Long before the United States entered the Second World War in December 1941, American aid workers were fanning out across territory occupied by the Axis powers, attempting to help Jews escape, as their grip tightened.
A new book on their work underlines the chaos of the time, and the difficult decisions they had to make, knowing that for every person they saved, many more would be killed.
Saints and Liars, by Debórah Dwork, the Director of the Center for the Study of the Holocaust, Genocide, and Crimes Against Humanity at the City University of New York Graduate Center, tells the stories of rescue workers in five key cities as the situation on the ground grew increasingly dire.
At the launch ahead of the International Day of Commemoration in memory of the victims of the Holocaust marked annually on 27 January, Tracey Petersen, the manager of the UN Holocaust Education Outreach Programme , interviewed Debórah Dwork at UN Headquarters, and began by asking her about the book's title.
This interview has been edited for clarity and length
Debórah Dwork: I called it Saints and Liars because that's what these people were. They did amazing things, in a non-religious sense. They did miraculous things. They saved people either by helping them to move on, get to sea, find a safe harbour, or by feeding, clothing and sheltering them.
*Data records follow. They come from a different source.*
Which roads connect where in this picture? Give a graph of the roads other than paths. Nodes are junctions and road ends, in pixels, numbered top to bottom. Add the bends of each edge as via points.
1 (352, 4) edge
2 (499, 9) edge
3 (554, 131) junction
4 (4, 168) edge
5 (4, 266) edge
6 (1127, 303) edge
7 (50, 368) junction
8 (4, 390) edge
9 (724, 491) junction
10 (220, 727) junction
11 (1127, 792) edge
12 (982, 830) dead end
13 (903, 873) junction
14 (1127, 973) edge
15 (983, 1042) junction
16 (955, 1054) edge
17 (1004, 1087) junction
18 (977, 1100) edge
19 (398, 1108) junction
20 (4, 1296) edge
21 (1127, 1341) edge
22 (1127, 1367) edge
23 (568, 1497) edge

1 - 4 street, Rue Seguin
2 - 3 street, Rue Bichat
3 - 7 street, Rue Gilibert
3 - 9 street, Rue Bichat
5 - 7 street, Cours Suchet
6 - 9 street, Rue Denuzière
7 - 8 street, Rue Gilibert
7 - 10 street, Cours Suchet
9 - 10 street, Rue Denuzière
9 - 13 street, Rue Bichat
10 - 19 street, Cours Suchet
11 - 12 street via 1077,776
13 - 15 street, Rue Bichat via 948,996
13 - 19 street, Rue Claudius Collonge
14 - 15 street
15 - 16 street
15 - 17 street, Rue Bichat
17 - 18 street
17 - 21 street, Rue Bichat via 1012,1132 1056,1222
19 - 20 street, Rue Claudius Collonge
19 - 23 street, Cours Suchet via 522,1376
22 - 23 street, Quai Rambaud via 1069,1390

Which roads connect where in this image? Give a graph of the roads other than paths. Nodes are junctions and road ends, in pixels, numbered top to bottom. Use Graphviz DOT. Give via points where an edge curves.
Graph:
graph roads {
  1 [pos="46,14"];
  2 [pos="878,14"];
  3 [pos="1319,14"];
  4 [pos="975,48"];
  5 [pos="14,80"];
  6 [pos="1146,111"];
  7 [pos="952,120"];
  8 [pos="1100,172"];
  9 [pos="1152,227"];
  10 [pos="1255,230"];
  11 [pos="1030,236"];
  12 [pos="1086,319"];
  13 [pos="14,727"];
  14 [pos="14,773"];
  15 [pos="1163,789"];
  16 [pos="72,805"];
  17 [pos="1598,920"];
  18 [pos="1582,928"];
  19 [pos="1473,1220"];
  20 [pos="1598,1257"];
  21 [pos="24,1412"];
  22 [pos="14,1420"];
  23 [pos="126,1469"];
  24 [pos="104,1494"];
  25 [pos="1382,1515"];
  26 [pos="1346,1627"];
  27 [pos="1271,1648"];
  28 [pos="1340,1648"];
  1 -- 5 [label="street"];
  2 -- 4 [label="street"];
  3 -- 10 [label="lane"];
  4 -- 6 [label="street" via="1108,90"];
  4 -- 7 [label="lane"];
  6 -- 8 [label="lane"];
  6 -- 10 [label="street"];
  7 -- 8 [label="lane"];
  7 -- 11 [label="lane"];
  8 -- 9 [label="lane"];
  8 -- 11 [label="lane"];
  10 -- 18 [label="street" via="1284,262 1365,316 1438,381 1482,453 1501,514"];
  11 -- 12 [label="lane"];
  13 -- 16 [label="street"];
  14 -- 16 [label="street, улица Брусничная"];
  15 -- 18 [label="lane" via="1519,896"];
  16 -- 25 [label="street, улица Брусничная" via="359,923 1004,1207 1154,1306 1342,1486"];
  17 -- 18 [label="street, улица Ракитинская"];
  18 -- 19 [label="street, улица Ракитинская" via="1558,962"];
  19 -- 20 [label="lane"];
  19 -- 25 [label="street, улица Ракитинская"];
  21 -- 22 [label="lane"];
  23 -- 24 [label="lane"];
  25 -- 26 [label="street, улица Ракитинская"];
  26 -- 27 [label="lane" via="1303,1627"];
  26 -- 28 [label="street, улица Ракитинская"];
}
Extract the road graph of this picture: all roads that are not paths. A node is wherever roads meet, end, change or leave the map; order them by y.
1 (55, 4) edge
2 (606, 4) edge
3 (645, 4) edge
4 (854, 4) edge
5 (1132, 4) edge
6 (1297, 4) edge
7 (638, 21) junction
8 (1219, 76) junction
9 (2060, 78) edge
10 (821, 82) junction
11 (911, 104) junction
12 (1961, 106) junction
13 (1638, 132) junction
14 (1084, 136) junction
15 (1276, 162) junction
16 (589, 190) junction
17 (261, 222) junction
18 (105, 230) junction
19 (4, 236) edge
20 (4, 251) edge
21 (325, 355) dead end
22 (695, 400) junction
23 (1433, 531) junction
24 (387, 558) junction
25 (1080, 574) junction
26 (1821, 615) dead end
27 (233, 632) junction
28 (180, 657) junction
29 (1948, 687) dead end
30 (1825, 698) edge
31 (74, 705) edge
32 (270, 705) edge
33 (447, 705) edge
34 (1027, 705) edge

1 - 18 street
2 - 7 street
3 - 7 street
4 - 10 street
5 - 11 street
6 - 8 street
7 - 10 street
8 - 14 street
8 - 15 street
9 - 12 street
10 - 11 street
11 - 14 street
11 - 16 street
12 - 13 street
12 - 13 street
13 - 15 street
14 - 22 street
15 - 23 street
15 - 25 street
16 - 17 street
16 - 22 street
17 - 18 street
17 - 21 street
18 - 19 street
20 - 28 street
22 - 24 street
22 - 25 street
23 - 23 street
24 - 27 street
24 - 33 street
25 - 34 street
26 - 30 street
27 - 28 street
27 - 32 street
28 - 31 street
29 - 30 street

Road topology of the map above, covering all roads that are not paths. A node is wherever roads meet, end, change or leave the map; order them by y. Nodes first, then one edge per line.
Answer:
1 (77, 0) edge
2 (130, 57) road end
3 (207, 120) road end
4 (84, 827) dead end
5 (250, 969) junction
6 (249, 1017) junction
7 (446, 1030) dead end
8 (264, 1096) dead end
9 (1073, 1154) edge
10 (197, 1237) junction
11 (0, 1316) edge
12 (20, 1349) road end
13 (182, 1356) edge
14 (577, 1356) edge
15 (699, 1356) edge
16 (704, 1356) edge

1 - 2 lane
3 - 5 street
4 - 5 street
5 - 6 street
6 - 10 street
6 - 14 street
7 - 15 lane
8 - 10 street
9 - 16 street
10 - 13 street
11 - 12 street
And at the same time, nearly all of them lied. They broke rules and played fast and loose with the truth in order to accomplish their goals.
Tracey Petersen: Why did you write this book?
Debórah Dwork: I wanted to tell the story of Americans who went to Europe when everyone who was worried about danger was trying to go in the opposite direction. Their first idea was relief activities, but their mandate morphed to trying to effect rescue. I wanted to know who they were and what prompted them.
We start in Prague, 1939, before the war was declared and well before the United States entered the war. What prompted Waitstill and Martha Sharp? They were a pair of married Unitarians sent to Czechoslovakia by their church.
The situation grew worse and worse for political opponents of the Nazi regime and for Jews. And yet the Sharps stayed on to help and began to engage in illegal activities in the hope of saving lives.